The video shows a Congolese couple dressed in a variety of traditional and western attire, positioned throughout different Congolese sites. Baloji describes the work as being ‘based on Congolese wedding tradition where a couple stands in front of a vegetal installation, a Pygmy tradition. It’s a place where you stand and receive presents from family and friends. Some of the most common presents are plastic flowers, plastic bags of rice, or even a goat. And then if you stand there on your own, it means something happened – your partner changed their mind or something went wrong.’
For a great portion of the clip, we watch Baloji’s couple in front of their altars. Sometimes holding hands, sometimes not, sometimes together, and sometimes apart. We also see them sitting helplessly bored, twiddling bits of grass and casting furtive, accusatory looks at each other. These images are interspersed with other suggestive shots; a pregnant woman seated with a strange futuristic visor over her face, her two children standing nearby; young men practising kung fu with each other, clashing wooden sticks, sweating and yelling; a young woman licking a clay idol repetitively; another man smashing a traditional clay sculpture. Finally, the altars burn. The couples stand alone as smoke billows around them, and the imagery shifts into the ominous thick of night; their silhouette illuminated by moonlight as they make love in bed.
This piece seeks to absorb the dissonance between western and Congolese image histories; using the relationship between significant others as a metaphor for colonial visions of the ‘other’. Lyrics of the song, ‘you see me as you’d like, not as I am’, describe a relationship where different parties cannot fully understand one another outside their own projections.

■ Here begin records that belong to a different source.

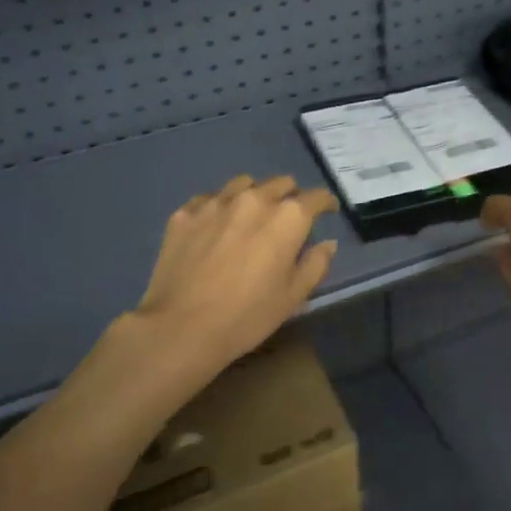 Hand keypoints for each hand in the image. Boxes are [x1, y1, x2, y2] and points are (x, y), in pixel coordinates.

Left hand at [132, 174, 339, 369]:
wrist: (181, 327)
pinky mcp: (185, 213)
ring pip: (244, 184)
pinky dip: (220, 207)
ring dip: (255, 195)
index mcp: (287, 218)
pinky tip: (216, 226)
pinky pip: (209, 199)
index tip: (328, 210)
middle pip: (280, 183)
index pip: (315, 197)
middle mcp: (254, 200)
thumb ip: (315, 264)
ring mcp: (216, 203)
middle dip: (290, 196)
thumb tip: (327, 243)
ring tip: (252, 215)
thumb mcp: (293, 296)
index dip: (326, 203)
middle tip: (288, 218)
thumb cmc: (247, 315)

As Baloji says ‘if you stand there on your own it means… something went wrong.’
Western culture washes up in the Congo. The couples dress in suits and ties and old pageant gowns, bright blue wigs and woven grass hats. Traditional Congolese masks have been re-made with sequins and feathers. This imaginative combination of cultural dress steps in and out of surrealism. Watching alongside other pakeha/westerners in the gallery, we observe elements of our own ‘culture’ combed through another, unable to fill in the blanks. The outfits of Baloji’s subjects reflect our own, but bloom into something ‘other’. It is precisely this sense of ‘something else’ which we cannot read. We can only watch.
Both artists play with the uncanny: making the unfamiliar almost familiar, but not quite. Elements of western culture re-purposed in a Congolese pygmy wedding ceremony force us to re-encounter our own culture, as appropriated by another. The Tino Rangtiratanga flag and NASA symbol confronting a Māori security guard feels Escheresque in its logic. The presence of the space suit encountering the security guard causes us to choose which perspective we most empathise with; the guard or the guest. By becoming an interrupter in these conversations, we continue to carry them with us and into our next encounters.